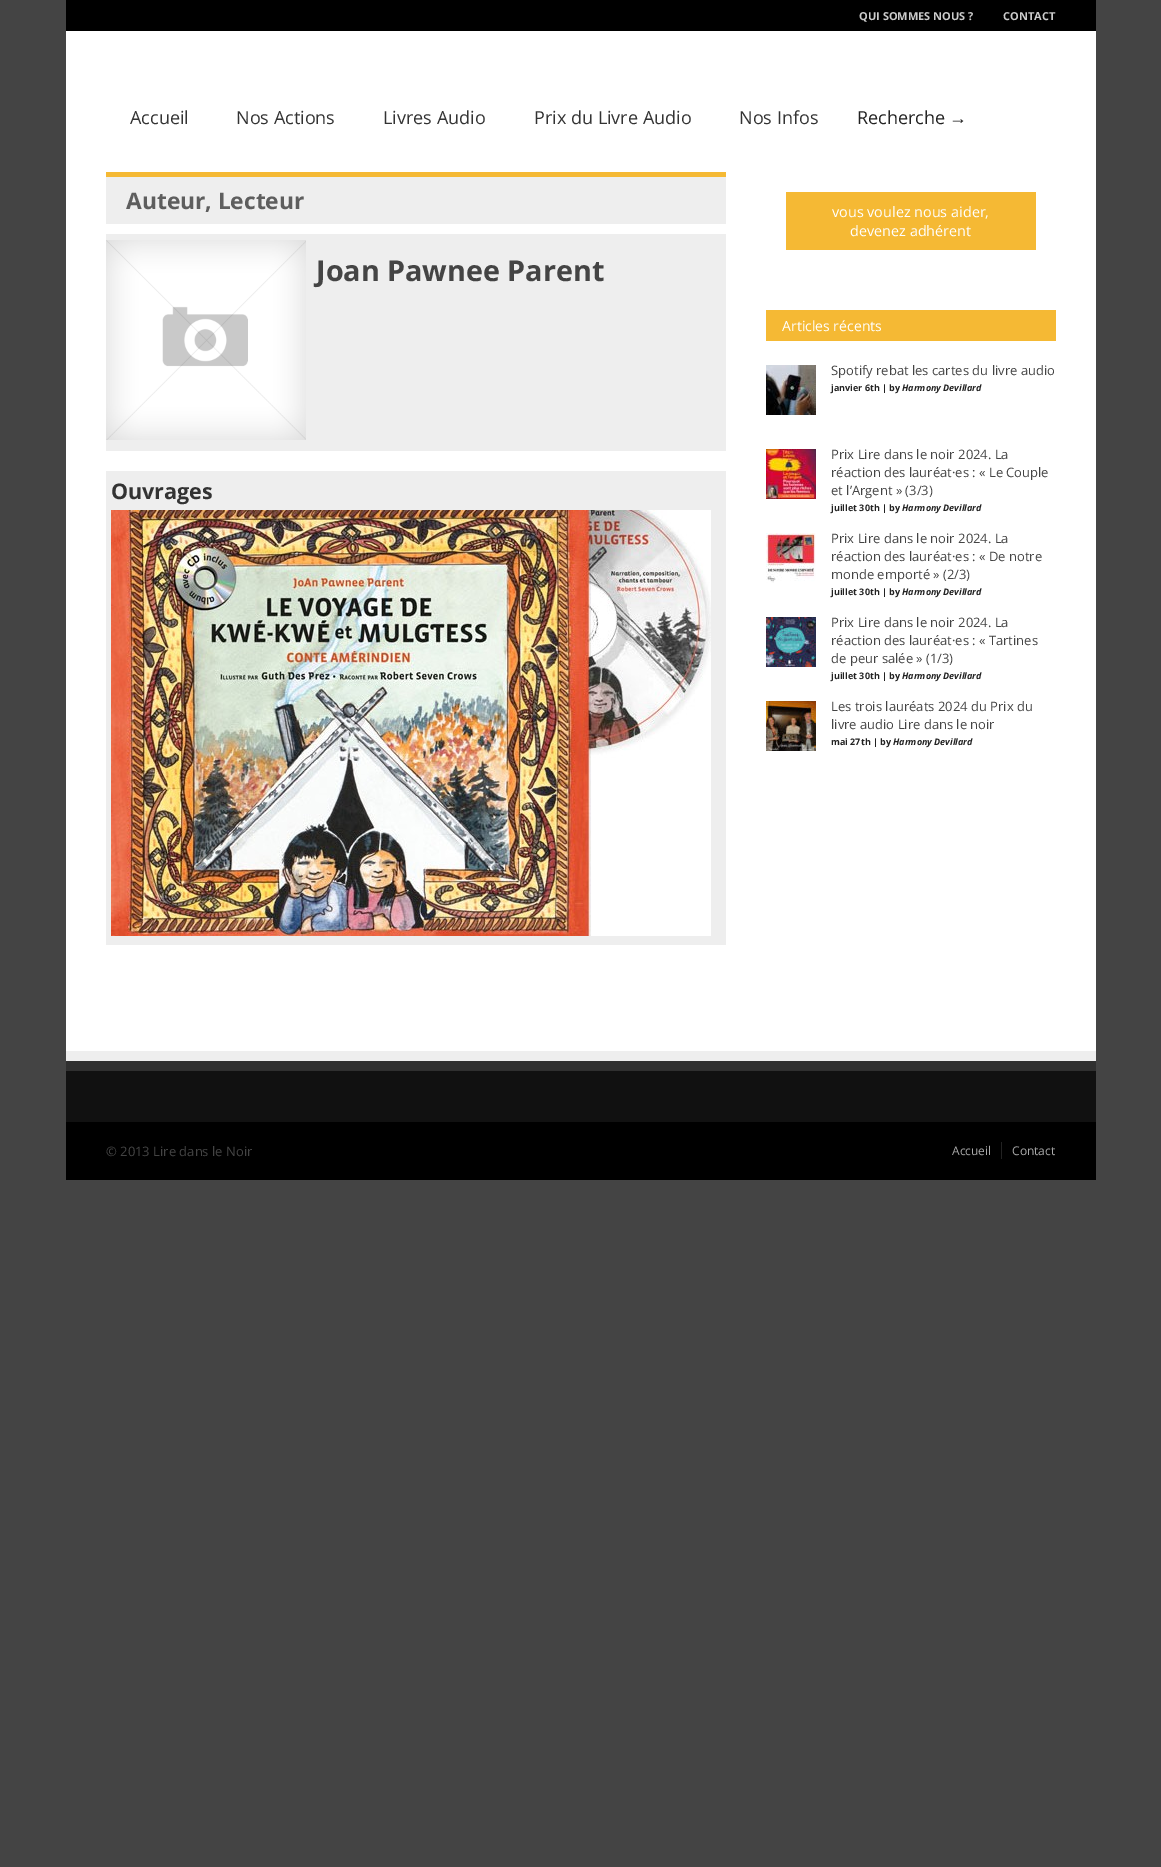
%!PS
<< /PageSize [1161 1867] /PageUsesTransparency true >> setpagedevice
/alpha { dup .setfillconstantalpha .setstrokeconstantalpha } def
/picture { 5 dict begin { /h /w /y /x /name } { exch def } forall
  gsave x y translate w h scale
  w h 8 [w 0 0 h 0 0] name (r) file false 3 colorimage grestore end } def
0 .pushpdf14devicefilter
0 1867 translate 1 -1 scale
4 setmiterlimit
0.267 setgray
0 0 1161 1867 rectfill
0 setgray
66 0 1030 31 rectfill
/OpenSans-Bold [11 0 0 -11 0 0] selectfont
0.8 setgray
859 20 moveto (QUI SOMMES NOUS ?) show
1003 20 moveto (CONTACT) show
1 setgray
66 31 1030 1030 rectfill
/OpenSans-Regular [18 0 0 -18 0 0] selectfont
0.2 setgray
130 124 moveto (Accueil) show
236 124 moveto (Nos Actions) show
383 124 moveto (Livres Audio) show
534 124 moveto (Prix du Livre Audio) show
739 124 moveto (Nos Infos) show
0.133 setgray
857 124 moveto (Recherche) show
/LiberationSans-Regular [18 0 0 -18 0 0] selectfont
949 124 moveto (→) show
0.933 setgray
106 177 620 47 rectfill
0.961 0.725 0.204 setrgbcolor
106 172 620 5 rectfill
/OpenSans-Bold [22.75 0 0 -22.75 0 0] selectfont
0.369 setgray
126 209 moveto (Auteur, Lecteur) show
0.933 setgray
106 234 620 217 rectfill
(img1.rgb) 106 240 200 200 picture
/OpenSans-Bold [28.75 0 0 -28.75 0 0] selectfont
0.267 setgray
316 281 moveto (Joan Pawnee Parent) show
0.933 setgray
106 471 620 474 rectfill
/OpenSans-Bold [21.5 0 0 -21.5 0 0] selectfont
0.2 setgray
111 499 moveto (Ouvrages) show
(img2.rgb) 111 510 600 426 picture
0.961 0.725 0.204 setrgbcolor
786 192 250 58 rectfill
/OpenSans-Regular [14.4 0 0 -14.4 0 0] selectfont
1 setgray
832 217 moveto (vous voulez nous aider,) show
850 236 moveto (devenez adhérent) show
0.961 0.725 0.204 setrgbcolor
766 310 290 31 rectfill
/OpenSans-Regular [14 0 0 -14 0 0] selectfont
1 setgray
782 331 moveto (Articles récents) show
(img3.rgb) 766 365 50 50 picture
/OpenSans-Regular [13 0 0 -13 0 0] selectfont
0.267 setgray
831 375 moveto (Spotify rebat les cartes du livre audio) show
/OpenSans-Bold [9 0 0 -9 0 0] selectfont
0.133 setgray
831 391 moveto (janvier 6th | by) show
/OpenSans-BoldItalic [9 0 0 -9 0 0] selectfont
902 391 moveto (Harmony Devillard) show
(img4.rgb) 766 449 50 50 picture
/OpenSans-Regular [13 0 0 -13 0 0] selectfont
0.267 setgray
831 459 moveto (Prix Lire dans le noir 2024. La) show
831 477 moveto (réaction des lauréat·es : « Le Couple) show
831 495 moveto (et l’Argent » \(3/3\)) show
/OpenSans-Bold [9 0 0 -9 0 0] selectfont
0.133 setgray
831 511 moveto (juillet 30th | by) show
/OpenSans-BoldItalic [9 0 0 -9 0 0] selectfont
902 511 moveto (Harmony Devillard) show
(img5.rgb) 766 533 50 50 picture
/OpenSans-Regular [13 0 0 -13 0 0] selectfont
0.267 setgray
831 543 moveto (Prix Lire dans le noir 2024. La) show
831 561 moveto (réaction des lauréat·es : « De notre) show
831 579 moveto (monde emporté » \(2/3\)) show
/OpenSans-Bold [9 0 0 -9 0 0] selectfont
0.133 setgray
831 595 moveto (juillet 30th | by) show
/OpenSans-BoldItalic [9 0 0 -9 0 0] selectfont
902 595 moveto (Harmony Devillard) show
(img6.rgb) 766 617 50 50 picture
/OpenSans-Regular [13 0 0 -13 0 0] selectfont
0.267 setgray
831 627 moveto (Prix Lire dans le noir 2024. La) show
831 645 moveto (réaction des lauréat·es : « Tartines) show
831 663 moveto (de peur salée » \(1/3\)) show
/OpenSans-Bold [9 0 0 -9 0 0] selectfont
0.133 setgray
831 679 moveto (juillet 30th | by) show
/OpenSans-BoldItalic [9 0 0 -9 0 0] selectfont
902 679 moveto (Harmony Devillard) show
(img7.rgb) 766 701 50 50 picture
/OpenSans-Regular [13 0 0 -13 0 0] selectfont
0.267 setgray
831 711 moveto (Les trois lauréats 2024 du Prix du) show
831 729 moveto (livre audio Lire dans le noir) show
/OpenSans-Bold [9 0 0 -9 0 0] selectfont
0.133 setgray
831 745 moveto (mai 27th | by) show
/OpenSans-BoldItalic [9 0 0 -9 0 0] selectfont
893 745 moveto (Harmony Devillard) show
0.067 setgray
66 1061 1030 61 rectfill
0.2 alpha
0.667 setgray
66 1051 1030 20 rectfill
1 alpha
0 setgray
66 1122 1030 58 rectfill
/OpenSans-Regular [13 0 0 -13 0 0] selectfont
0.267 setgray
106 1156 moveto (© 2013 Lire dans le Noir) show
/OpenSans-Regular [12 0 0 -12 0 0] selectfont
0.667 setgray
952 1155 moveto (Accueil) show
0.133 setgray
1001 1142 1 17 rectfill
0.667 setgray
1012 1155 moveto (Contact) show
.poppdf14devicefilter showpage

■ ■ ■ ■ ■

→ **Work task**: Return the lines of the records that include the string "Devillard".

→ **Solution below**:
902 391 moveto (Harmony Devillard) show
902 511 moveto (Harmony Devillard) show
902 595 moveto (Harmony Devillard) show
902 679 moveto (Harmony Devillard) show
893 745 moveto (Harmony Devillard) show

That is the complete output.